The Uruguayan government has caused losses of 22 million dollars to drug trafficking since the implementation of the law regulating cannabis of 2013, reported Wednesday the National Institute for the Regulation and Control of Cannabis (Ircca).
"It is estimated that the volume of money that has ceased to be channeled by the illegal market since the implementation of public policy exceeds 22 million dollars," says the Ircca in the fifth report on the state of the market regulated cannabis at 30 November 2018.

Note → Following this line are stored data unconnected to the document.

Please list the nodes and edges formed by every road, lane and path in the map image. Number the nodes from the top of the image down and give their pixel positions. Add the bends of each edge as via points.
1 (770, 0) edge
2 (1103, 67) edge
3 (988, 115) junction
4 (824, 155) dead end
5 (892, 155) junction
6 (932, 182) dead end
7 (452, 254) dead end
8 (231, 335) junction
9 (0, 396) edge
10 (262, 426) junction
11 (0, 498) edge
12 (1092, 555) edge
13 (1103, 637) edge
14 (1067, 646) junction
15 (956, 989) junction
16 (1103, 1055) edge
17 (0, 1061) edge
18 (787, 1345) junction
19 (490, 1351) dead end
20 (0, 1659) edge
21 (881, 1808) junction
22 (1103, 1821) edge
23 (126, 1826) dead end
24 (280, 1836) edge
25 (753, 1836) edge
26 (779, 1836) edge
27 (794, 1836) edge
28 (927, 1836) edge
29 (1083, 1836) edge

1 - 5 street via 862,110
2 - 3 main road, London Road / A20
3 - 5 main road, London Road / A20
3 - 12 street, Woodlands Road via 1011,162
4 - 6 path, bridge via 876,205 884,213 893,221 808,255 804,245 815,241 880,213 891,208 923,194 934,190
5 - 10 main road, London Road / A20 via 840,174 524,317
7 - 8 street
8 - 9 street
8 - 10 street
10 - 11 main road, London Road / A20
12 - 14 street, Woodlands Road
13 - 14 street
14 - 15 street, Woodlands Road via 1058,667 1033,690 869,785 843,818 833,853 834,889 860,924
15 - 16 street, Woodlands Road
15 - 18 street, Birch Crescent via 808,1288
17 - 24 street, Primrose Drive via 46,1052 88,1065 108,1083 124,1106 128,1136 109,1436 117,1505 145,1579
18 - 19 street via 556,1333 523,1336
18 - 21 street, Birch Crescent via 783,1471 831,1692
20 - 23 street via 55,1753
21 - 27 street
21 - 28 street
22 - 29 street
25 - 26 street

The law on the regulation of cannabis, adopted in 2013 under the government of José Mujica (2010-2015), established three legal ways to obtain for non-medical purposes: local culture, membership or accession to clubs and registered pharmacies.
After his approval, Mujica said it was a "settlement" validating a reality that already existed under the nose of citizens, "in a street corner, in front of the entrances of high schools."
The regulation, he added, was created with the intention of "appropriating a hitherto illegal market and revealing it in the light of the day.
Growth and home membership clubs have been operational since 2014 and the third option, pharmacy sales, since 19 July 2017.
Ircca acknowledged that even distribution by sale in pharmacies does not cover existing demand. For this reason, the Institute has indicated that it is working on a new call to the producing companies for the 11 next February, while studying the new demands of pharmacies to become authorized outlets.
In November 2018, the number of people licensed to access marijuana in a regulated way by the three lanes increased by almost 10% from the figure from the previous September report, the report adds.
As of November 30, and after 17 months of joint operation of the three access routes, 41 376 people were allowed to have access to marijuana in a regulated manner.
Of these, 31 565 are registered as shoppers in pharmacies, 6 980 is registered with Ircca as a domestic producer and 2 831 is registered as a member of one of the existing 110 clubs.
Between the 19 July 2017 and the November 30 of last year, there was 383 280 pharmacy transactions, totaling 1 916 pounds sold.
Of this total, 61,5% was sold in licensed pharmacies in Montevideo and the remaining 38,5% in other 18 departments in the country, with an average daily sale of 5 961 grams (5,96 kg).